Today, Te Tiriti is often understood as providing a framework for relationships, responsibilities, and the protection of Māori language and culture. In practice, this is often understood through three key principles: Partnership, Participation, and Protection. These principles guide how we approach our work and how we develop our technology.


Why this matters beyond New Zealand

While Te Tiriti o Waitangi is specific to Aotearoa, the thinking behind it has wider relevance.


Around the world, Indigenous communities have often been left out of decisions about how their languages, knowledge, and culture are used, especially in technology. AI is no exception. There is a growing need to ensure that Indigenous voices are not only included, but are central to decisions involving their languages, knowledge, and culture.


Our approach reflects that. Being based in Aotearoa means we are expected to do this properly, but it also shapes how we think about our work globally. If AI is being built using language and cultural knowledge, the communities those come from should be central to the process.

Partnership

Partnership means working alongside communities, not making decisions for them.

At Kara, this includes working closely with Deaf communities, organizations, and Turi Māori - meaning the Māori term for Deaf Māori community. As we look toward incorporating commonly used, well-known Turi Māori signs into our NZSL project work, we always start with community first.

Before any motion capture or technical development begins, our focus is on listening, building relationships, and understanding what is appropriate. This work is guided by Turi Māori voices. It is not something we define on our own.


This approach also shapes how we design our technology more broadly. Co-design is built into the process, not added at the end.


Participation

Participation is about ensuring Deaf people are actively involved in shaping and benefiting from this work.


Our technology evolves through feedback, testing, and input from Deaf users. We create accessible pathways for people to contribute, whether through advisory roles, community engagement, or direct involvement in development.

Participation also means thinking about who benefits. Our goal is to increase access to information, services, and opportunities in ways that reflect real needs.

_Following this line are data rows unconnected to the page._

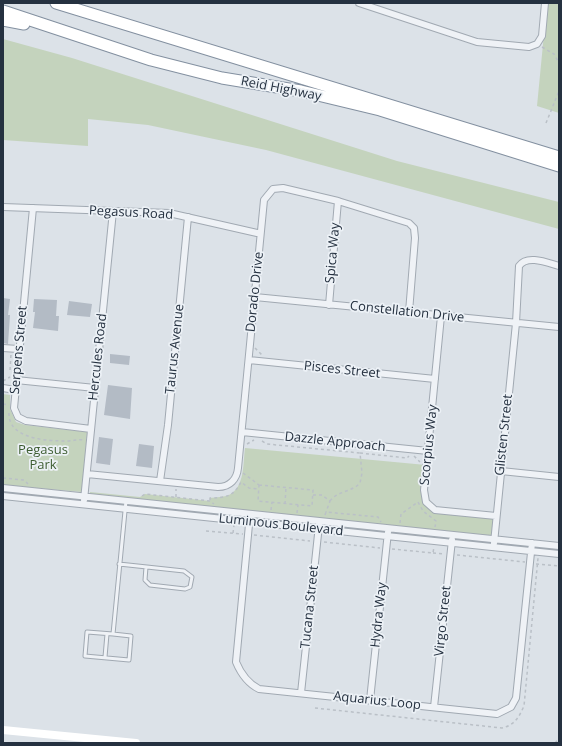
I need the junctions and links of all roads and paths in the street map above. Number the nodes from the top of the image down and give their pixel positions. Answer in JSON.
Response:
{"nodes":[{"id":1,"x":56,"y":3,"type":"edge"},
{"id":2,"x":359,"y":3,"type":"edge"},
{"id":3,"x":545,"y":3,"type":"edge"},
{"id":4,"x":376,"y":6,"type":"edge"},
{"id":5,"x":3,"y":11,"type":"edge"},
{"id":6,"x":3,"y":20,"type":"edge"},
{"id":7,"x":537,"y":44,"type":"junction"},
{"id":8,"x":151,"y":60,"type":"junction"},
{"id":9,"x":559,"y":63,"type":"edge"},
{"id":10,"x":559,"y":91,"type":"edge"},
{"id":11,"x":546,"y":123,"type":"dead end"},
{"id":12,"x":559,"y":156,"type":"edge"},
{"id":13,"x":559,"y":166,"type":"edge"},
{"id":14,"x":338,"y":201,"type":"junction"},
{"id":15,"x":3,"y":207,"type":"edge"},
{"id":16,"x":33,"y":208,"type":"junction"},
{"id":17,"x":113,"y":211,"type":"junction"},
{"id":18,"x":188,"y":217,"type":"junction"},
{"id":19,"x":257,"y":233,"type":"dead end"},
{"id":20,"x":559,"y":266,"type":"edge"},
{"id":21,"x":255,"y":297,"type":"junction"},
{"id":22,"x":329,"y":304,"type":"junction"},
{"id":23,"x":408,"y":312,"type":"junction"},
{"id":24,"x":441,"y":316,"type":"junction"},
{"id":25,"x":516,"y":323,"type":"junction"},
{"id":26,"x":559,"y":327,"type":"edge"},
{"id":27,"x":255,"y":347,"type":"dead end"},
{"id":28,"x":3,"y":348,"type":"edge"},
{"id":29,"x":18,"y":349,"type":"junction"},
{"id":30,"x":249,"y":360,"type":"junction"},
{"id":31,"x":262,"y":362,"type":"junction"},
{"id":32,"x":435,"y":379,"type":"junction"},
{"id":33,"x":16,"y":380,"type":"junction"},
{"id":34,"x":3,"y":388,"type":"edge"},
{"id":35,"x":95,"y":388,"type":"junction"},
{"id":36,"x":15,"y":390,"type":"junction"},
{"id":37,"x":9,"y":413,"type":"dead end"},
{"id":38,"x":91,"y":429,"type":"junction"},
{"id":39,"x":242,"y":432,"type":"junction"},
{"id":40,"x":260,"y":437,"type":"junction"},
{"id":41,"x":90,"y":440,"type":"junction"},
{"id":42,"x":240,"y":448,"type":"junction"},
{"id":43,"x":428,"y":451,"type":"junction"},
{"id":44,"x":360,"y":453,"type":"junction"},
{"id":45,"x":426,"y":465,"type":"junction"},
{"id":46,"x":238,"y":471,"type":"junction"},
{"id":47,"x":501,"y":471,"type":"junction"},
{"id":48,"x":87,"y":474,"type":"junction"},
{"id":49,"x":559,"y":477,"type":"edge"},
{"id":50,"x":3,"y":478,"type":"edge"},
{"id":51,"x":160,"y":481,"type":"junction"},
{"id":52,"x":177,"y":483,"type":"junction"},
{"id":53,"x":259,"y":485,"type":"junction"},
{"id":54,"x":29,"y":486,"type":"dead end"},
{"id":55,"x":286,"y":487,"type":"junction"},
{"id":56,"x":3,"y":488,"type":"edge"},
{"id":57,"x":259,"y":489,"type":"junction"},
{"id":58,"x":313,"y":495,"type":"junction"},
{"id":59,"x":419,"y":495,"type":"dead end"},
{"id":60,"x":3,"y":496,"type":"edge"},
{"id":61,"x":84,"y":496,"type":"junction"},
{"id":62,"x":176,"y":497,"type":"dead end"},
{"id":63,"x":126,"y":501,"type":"junction"},
{"id":64,"x":210,"y":501,"type":"dead end"},
{"id":65,"x":330,"y":501,"type":"junction"},
{"id":66,"x":272,"y":502,"type":"junction"},
{"id":67,"x":84,"y":504,"type":"junction"},
{"id":68,"x":285,"y":504,"type":"junction"},
{"id":69,"x":298,"y":505,"type":"junction"},
{"id":70,"x":125,"y":508,"type":"junction"},
{"id":71,"x":271,"y":511,"type":"dead end"},
{"id":72,"x":326,"y":512,"type":"dead end"},
{"id":73,"x":250,"y":514,"type":"junction"},
{"id":74,"x":297,"y":514,"type":"dead end"},
{"id":75,"x":496,"y":516,"type":"junction"},
{"id":76,"x":249,"y":522,"type":"junction"},
{"id":77,"x":319,"y":522,"type":"junction"},
{"id":78,"x":400,"y":524,"type":"dead end"},
{"id":79,"x":318,"y":529,"type":"junction"},
{"id":80,"x":388,"y":529,"type":"junction"},
{"id":81,"x":387,"y":536,"type":"junction"},
{"id":82,"x":452,"y":536,"type":"junction"},
{"id":83,"x":494,"y":540,"type":"junction"},
{"id":84,"x":451,"y":543,"type":"junction"},
{"id":85,"x":532,"y":543,"type":"junction"},
{"id":86,"x":559,"y":546,"type":"edge"},
{"id":87,"x":493,"y":547,"type":"junction"},
{"id":88,"x":531,"y":551,"type":"junction"},
{"id":89,"x":538,"y":552,"type":"junction"},
{"id":90,"x":433,"y":553,"type":"dead end"},
{"id":91,"x":559,"y":554,"type":"edge"},
{"id":92,"x":450,"y":555,"type":"junction"},
{"id":93,"x":529,"y":563,"type":"junction"},
{"id":94,"x":120,"y":564,"type":"junction"},
{"id":95,"x":537,"y":564,"type":"junction"},
{"id":96,"x":559,"y":566,"type":"edge"},
{"id":97,"x":146,"y":567,"type":"junction"},
{"id":98,"x":107,"y":634,"type":"junction"},
{"id":99,"x":112,"y":634,"type":"junction"},
{"id":100,"x":105,"y":658,"type":"junction"},
{"id":101,"x":301,"y":693,"type":"junction"},
{"id":102,"x":370,"y":700,"type":"junction"},
{"id":103,"x":434,"y":707,"type":"junction"},
{"id":104,"x":314,"y":708,"type":"dead end"},
{"id":105,"x":3,"y":730,"type":"edge"},
{"id":106,"x":559,"y":739,"type":"edge"},
{"id":107,"x":136,"y":743,"type":"edge"},
{"id":108,"x":555,"y":743,"type":"edge"}],
"edges":[{"from":1,"to":12,"type":"highway","name":"Reid Highway"},
{"from":2,"to":4,"type":"street"},
{"from":3,"to":7,"type":"street"},
{"from":4,"to":7,"type":"street"},
{"from":5,"to":8,"type":"highway","name":"Reid Highway"},
{"from":6,"to":8,"type":"highway"},
{"from":7,"to":9,"type":"path"},
{"from":8,"to":13,"type":"highway","name":"Reid Highway"},
{"from":10,"to":11,"type":"path"},
{"from":14,"to":21,"type":"street","name":"Dorado Drive"},
{"from":14,"to":22,"type":"street","name":"Spica Way"},
{"from":14,"to":23,"type":"street","name":"Dorado Drive"},
{"from":15,"to":16,"type":"street","name":"Pegasus Road"},
{"from":16,"to":17,"type":"street","name":"Pegasus Road"},
{"from":16,"to":29,"type":"street","name":"Serpens Street"},
{"from":17,"to":18,"type":"street","name":"Pegasus Road"},
{"from":17,"to":35,"type":"street","name":"Hercules Road"},
{"from":18,"to":19,"type":"street","name":"Pegasus Road"},
{"from":18,"to":51,"type":"street","name":"Taurus Avenue"},
{"from":20,"to":25,"type":"street","name":"Glisten Street"},
{"from":21,"to":22,"type":"street","name":"Constellation Drive"},
{"from":21,"to":30,"type":"street","name":"Dorado Drive"},
{"from":22,"to":23,"type":"street","name":"Constellation Drive"},
{"from":23,"to":24,"type":"street","name":"Constellation Drive"},
{"from":24,"to":25,"type":"street","name":"Constellation Drive"},
{"from":24,"to":32,"type":"street","name":"Scorpius Way"},
{"from":25,"to":26,"type":"street","name":"Constellation Drive"},
{"from":25,"to":47,"type":"street","name":"Glisten Street"},
{"from":27,"to":31,"type":"path"},
{"from":28,"to":29,"type":"street"},
{"from":29,"to":33,"type":"street","name":"Serpens Street"},
{"from":30,"to":31,"type":"street","name":"Pisces Street"},
{"from":30,"to":39,"type":"street","name":"Dorado Drive"},
{"from":31,"to":32,"type":"street","name":"Pisces Street"},
{"from":32,"to":43,"type":"street","name":"Scorpius Way"},
{"from":33,"to":35,"type":"street"},
{"from":33,"to":36,"type":"street","name":"Serpens Street"},
{"from":34,"to":36,"type":"street"},
{"from":35,"to":38,"type":"street","name":"Hercules Road"},
{"from":36,"to":38,"type":"street","name":"Serpens Street"},
{"from":37,"to":41,"type":"path"},
{"from":38,"to":41,"type":"street","name":"Hercules Road"},
{"from":39,"to":40,"type":"street","name":"Dazzle Approach"},
{"from":39,"to":42,"type":"street","name":"Dorado Drive"},
{"from":40,"to":42,"type":"path"},
{"from":40,"to":43,"type":"street","name":"Dazzle Approach"},
{"from":40,"to":44,"type":"path"},
{"from":41,"to":48,"type":"street","name":"Hercules Road"},
{"from":42,"to":46,"type":"street","name":"Dorado Drive"},
{"from":43,"to":45,"type":"street","name":"Scorpius Way"},
{"from":44,"to":45,"type":"path"},
{"from":44,"to":65,"type":"path"},
{"from":45,"to":75,"type":"street","name":"Scorpius Way"},
{"from":46,"to":52,"type":"street"},
{"from":46,"to":53,"type":"path"},
{"from":47,"to":49,"type":"street"},
{"from":47,"to":75,"type":"street","name":"Glisten Street"},
{"from":48,"to":51,"type":"street"},
{"from":48,"to":61,"type":"street","name":"Hercules Road"},
{"from":50,"to":54,"type":"path"},
{"from":51,"to":52,"type":"street"},
{"from":52,"to":62,"type":"path"},
{"from":53,"to":55,"type":"path"},
{"from":53,"to":57,"type":"path"},
{"from":55,"to":58,"type":"path"},
{"from":55,"to":68,"type":"path"},
{"from":56,"to":61,"type":"street","name":"Luminous Boulevard"},
{"from":57,"to":64,"type":"path"},
{"from":57,"to":66,"type":"path"},
{"from":58,"to":65,"type":"path"},
{"from":58,"to":69,"type":"path"},
{"from":59,"to":78,"type":"path"},
{"from":60,"to":67,"type":"street","name":"Luminous Boulevard"},
{"from":61,"to":63,"type":"street","name":"Luminous Boulevard"},
{"from":61,"to":67,"type":"street","name":"Hercules Road"},
{"from":63,"to":70,"type":"lane"},
{"from":63,"to":73,"type":"street","name":"Luminous Boulevard"},
{"from":65,"to":72,"type":"path"},
{"from":66,"to":68,"type":"path"},
{"from":66,"to":71,"type":"path"},
{"from":67,"to":70,"type":"street","name":"Luminous Boulevard"},
{"from":68,"to":69,"type":"path"},
{"from":69,"to":74,"type":"path"},
{"from":70,"to":76,"type":"street","name":"Luminous Boulevard"},
{"from":70,"to":94,"type":"lane"},
{"from":73,"to":76,"type":"street","name":"Aquarius Loop"},
{"from":73,"to":77,"type":"street","name":"Luminous Boulevard"},
{"from":75,"to":83,"type":"street","name":"Glisten Street"},
{"from":76,"to":79,"type":"street","name":"Luminous Boulevard"},
{"from":76,"to":101,"type":"street","name":"Aquarius Loop"},
{"from":77,"to":79,"type":"street","name":"Tucana Street"},
{"from":77,"to":80,"type":"street","name":"Luminous Boulevard"},
{"from":79,"to":81,"type":"street","name":"Luminous Boulevard"},
{"from":79,"to":101,"type":"street","name":"Tucana Street"},
{"from":80,"to":81,"type":"street","name":"Hydra Way"},
{"from":80,"to":82,"type":"street","name":"Luminous Boulevard"},
{"from":81,"to":84,"type":"street","name":"Luminous Boulevard"},
{"from":81,"to":102,"type":"street","name":"Hydra Way"},
{"from":82,"to":83,"type":"street","name":"Luminous Boulevard"},
{"from":82,"to":84,"type":"street","name":"Virgo Street"},
{"from":83,"to":85,"type":"street","name":"Luminous Boulevard"},
{"from":83,"to":87,"type":"street","name":"Glisten Street"},
{"from":84,"to":87,"type":"street","name":"Luminous Boulevard"},
{"from":84,"to":92,"type":"street","name":"Virgo Street"},
{"from":85,"to":86,"type":"street","name":"Luminous Boulevard"},
{"from":85,"to":88,"type":"street","name":"Aquarius Loop"},
{"from":87,"to":88,"type":"street","name":"Luminous Boulevard"},
{"from":88,"to":89,"type":"street","name":"Luminous Boulevard"},
{"from":88,"to":93,"type":"street","name":"Aquarius Loop"},
{"from":89,"to":91,"type":"street","name":"Luminous Boulevard"},
{"from":89,"to":95,"type":"path","name":"Aquarius Loop"},
{"from":90,"to":92,"type":"path"},
{"from":92,"to":93,"type":"path"},
{"from":92,"to":103,"type":"street","name":"Virgo Street"},
{"from":93,"to":95,"type":"path"},
{"from":93,"to":103,"type":"street","name":"Aquarius Loop"},
{"from":94,"to":97,"type":"lane"},
{"from":94,"to":99,"type":"lane"},
{"from":95,"to":96,"type":"path"},
{"from":95,"to":104,"type":"path","name":"Aquarius Loop"},
{"from":97,"to":97,"type":"lane"},
{"from":98,"to":99,"type":"lane"},
{"from":98,"to":100,"type":"lane"},
{"from":98,"to":100,"type":"lane"},
{"from":99,"to":100,"type":"lane"},
{"from":101,"to":102,"type":"street","name":"Aquarius Loop"},
{"from":102,"to":103,"type":"street","name":"Aquarius Loop"},
{"from":105,"to":107,"type":"main road"},
{"from":106,"to":108,"type":"path"}]}
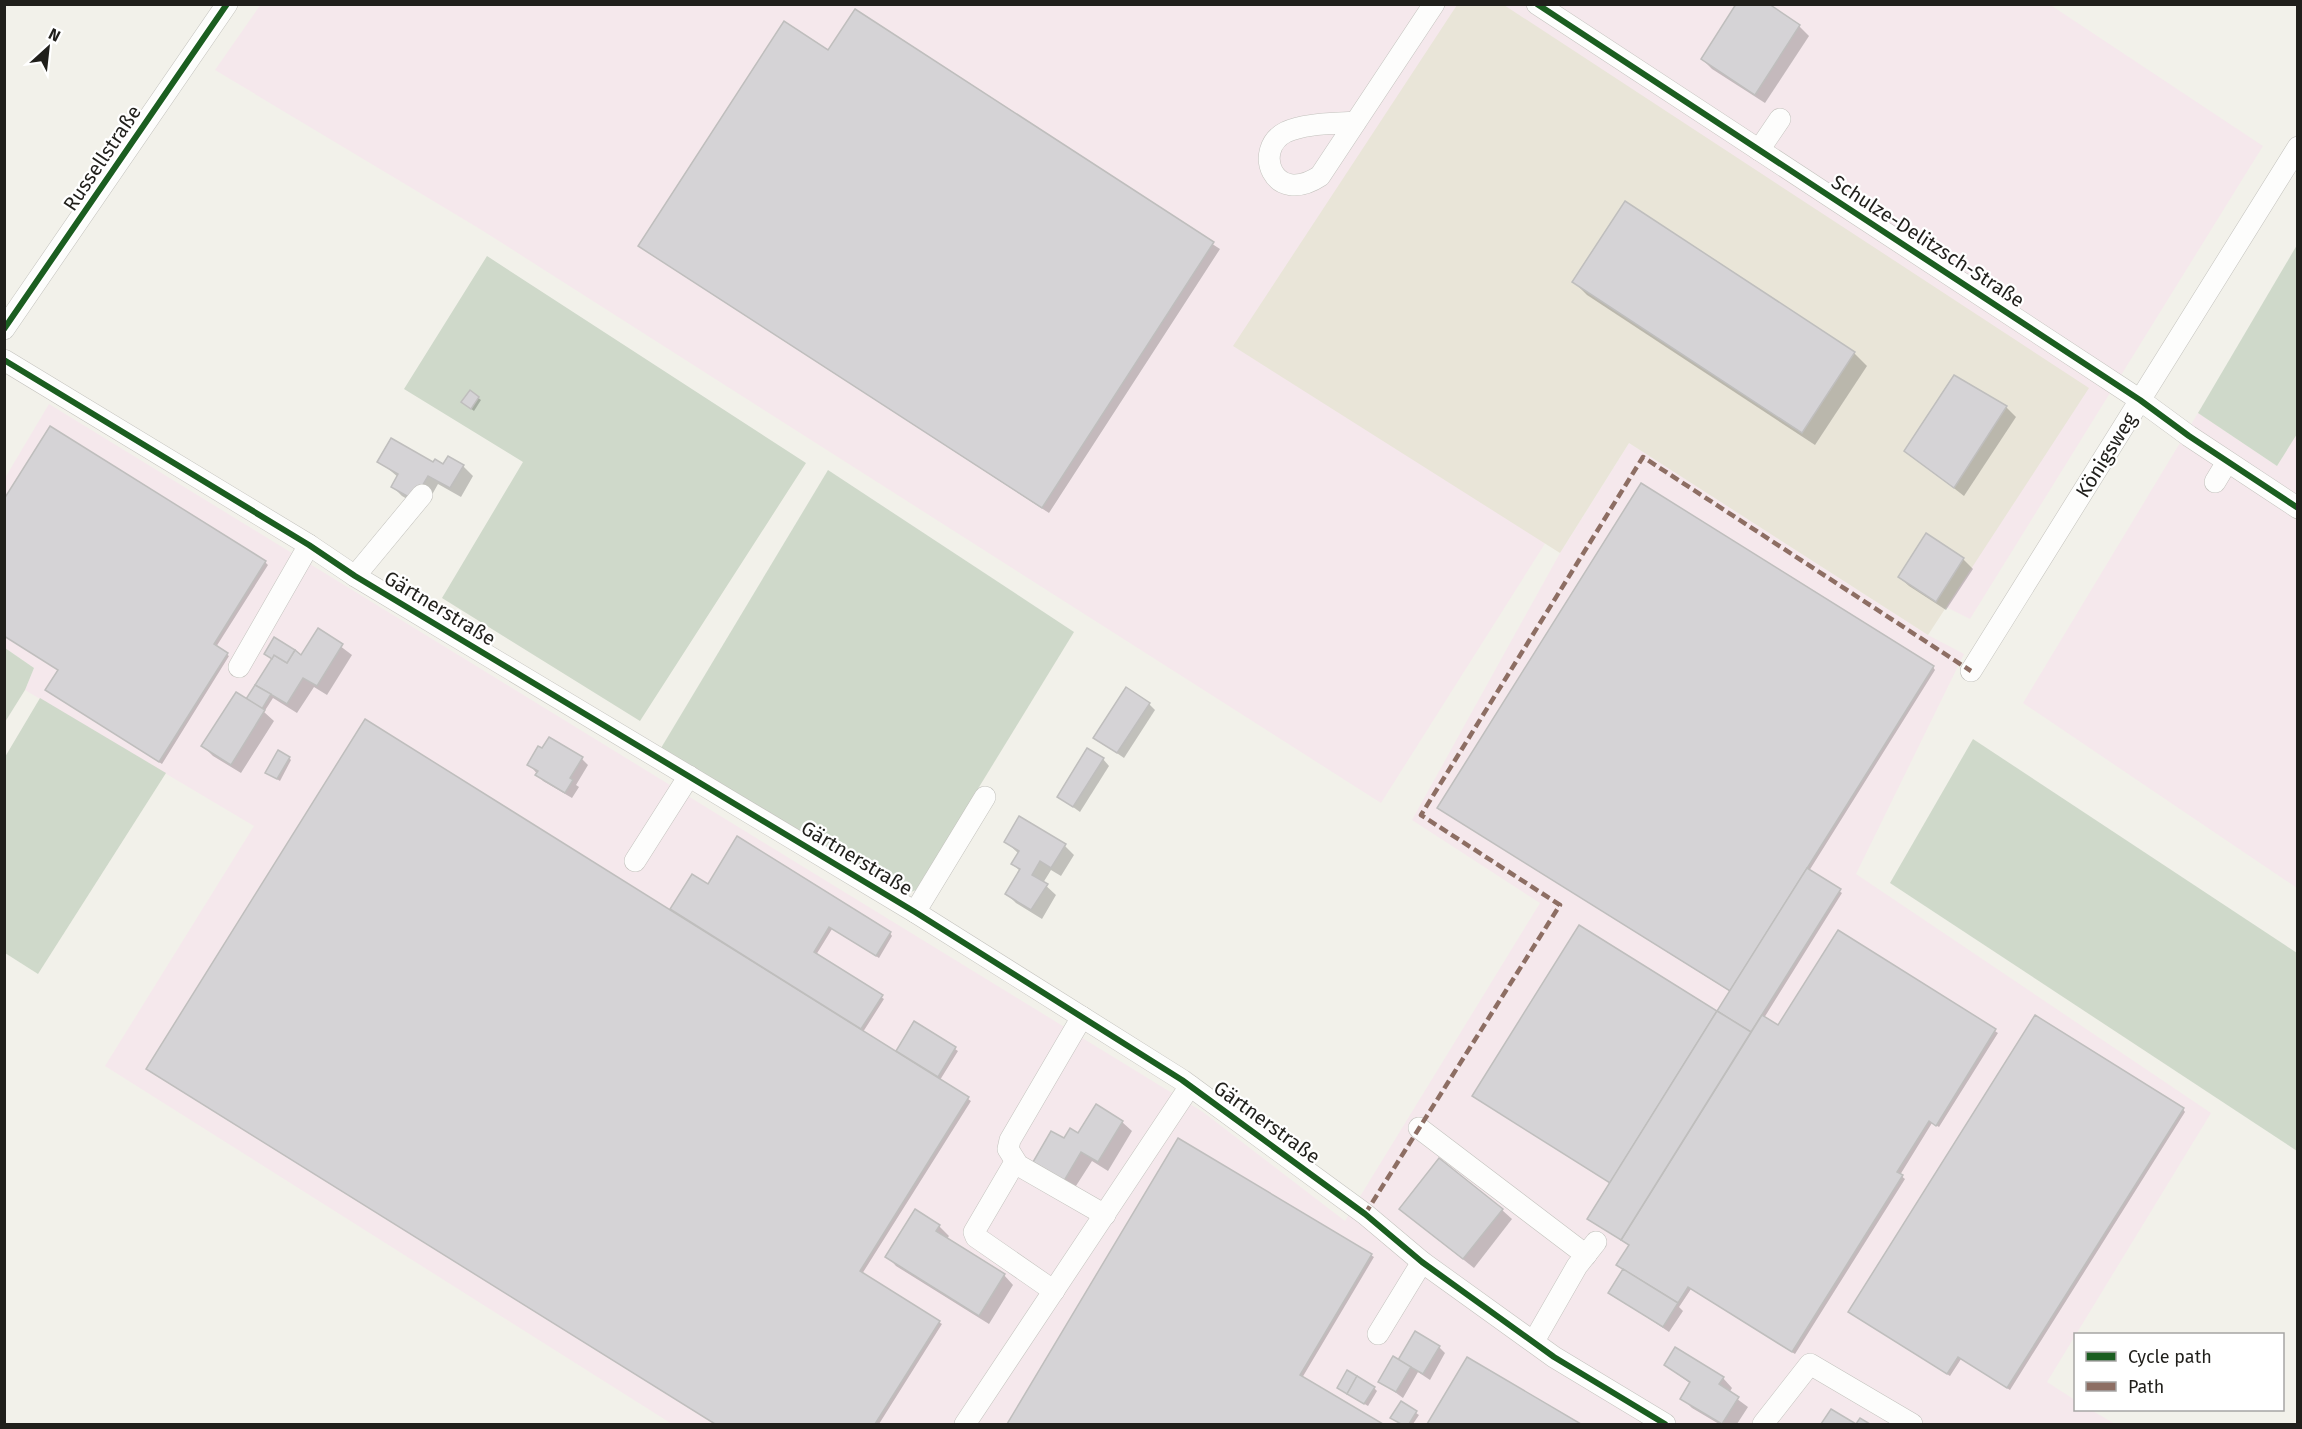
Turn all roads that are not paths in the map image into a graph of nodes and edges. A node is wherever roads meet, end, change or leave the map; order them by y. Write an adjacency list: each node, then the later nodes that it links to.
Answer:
1 (227, 4): 8 (street, Russellstraße)
2 (1434, 4): 5 (street)
3 (1537, 4): 7 (street, Schulze-Delitzsch-Straße)
4 (1780, 119): 7 (street)
5 (1356, 122)
6 (2298, 147): 10 (street, Königsweg)
7 (1759, 150): 10 (street, Schulze-Delitzsch-Straße)
8 (4, 329)
9 (4, 360): 15 (street, Gärtnerstraße)
10 (2140, 400): 11 (street, Schulze-Delitzsch-Straße); 18 (street, Königsweg)
11 (2228, 462): 12 (street); 14 (street, Schulze-Delitzsch-Straße)
12 (2215, 482)
13 (422, 495): 16 (street)
14 (2298, 508)
15 (309, 544): 16 (street, Gärtnerstraße); 17 (street)
16 (355, 576): 19 (street, Gärtnerstraße)
17 (239, 667)
18 (1971, 671)
19 (689, 776): 21 (street); 22 (street, Gärtnerstraße)
20 (985, 797): 22 (street)
21 (635, 861)
22 (915, 912): 23 (street, Gärtnerstraße)
23 (1082, 1017): 24 (street, Gärtnerstraße); 26 (street)
24 (1190, 1086): 27 (street); 28 (street, Gärtnerstraße)
25 (1419, 1128): 31 (street)
26 (1015, 1162): 27 (street); 29 (street)
27 (1105, 1215): 29 (street)
28 (1422, 1262): 30 (street); 31 (street, Gärtnerstraße)
29 (1054, 1291): 32 (street)
30 (1378, 1334)
31 (1534, 1341): 33 (street, Gärtnerstraße)
32 (965, 1425)
33 (1665, 1425)
34 (1763, 1425): 35 (street)
35 (1912, 1425)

For Turi Māori, participation includes having a clear voice in how Māori signs are approached, used, and represented. It is about involvement from the beginning, not after decisions have already been made.


Protection

Protection is about recognising the value of language and culture, and treating them with care. Signed languages are  taonga – the translation meaning of tonga is a Māori concept of treasured or of great value.

This includes NZSL, ASL, and Māori signs and cultural concepts used within Deaf communities. These languages carry identity, history, and cultural meaning. In AI, there can be pressure to move quickly and scale. We take a more considered approach.


This means being deliberate about how language data is sourced and used. It means respecting that not all knowledge should be captured or generalised without context. It also means ensuring that signed languages are not simplified in ways that lose meaning.

Our approach to Māori signs reflects this. We are taking the time to work with Turi Māori communities first, to understand what is appropriate, before moving into motion capture or technical development.


Building technology the right way

The way technology is built matters just as much as what it does.

Te Tiriti o Waitangi provides a framework that keeps us grounded through growth and guides our decision making. Like any meaningful relationship, this requires ongoing learning, listening, and accountability. It reminds us that this work is not just technical. It is relational.


As AI continues to evolve, there is an opportunity to do things differently creating an opportunity to increase access to information that was once not possible within current resources,. To build technology that reflects the people it serves, and to ensure that communities, especially Indigenous communities, are not an afterthought.

For us, this is not a separate part of the work. It is part of how we work, every day.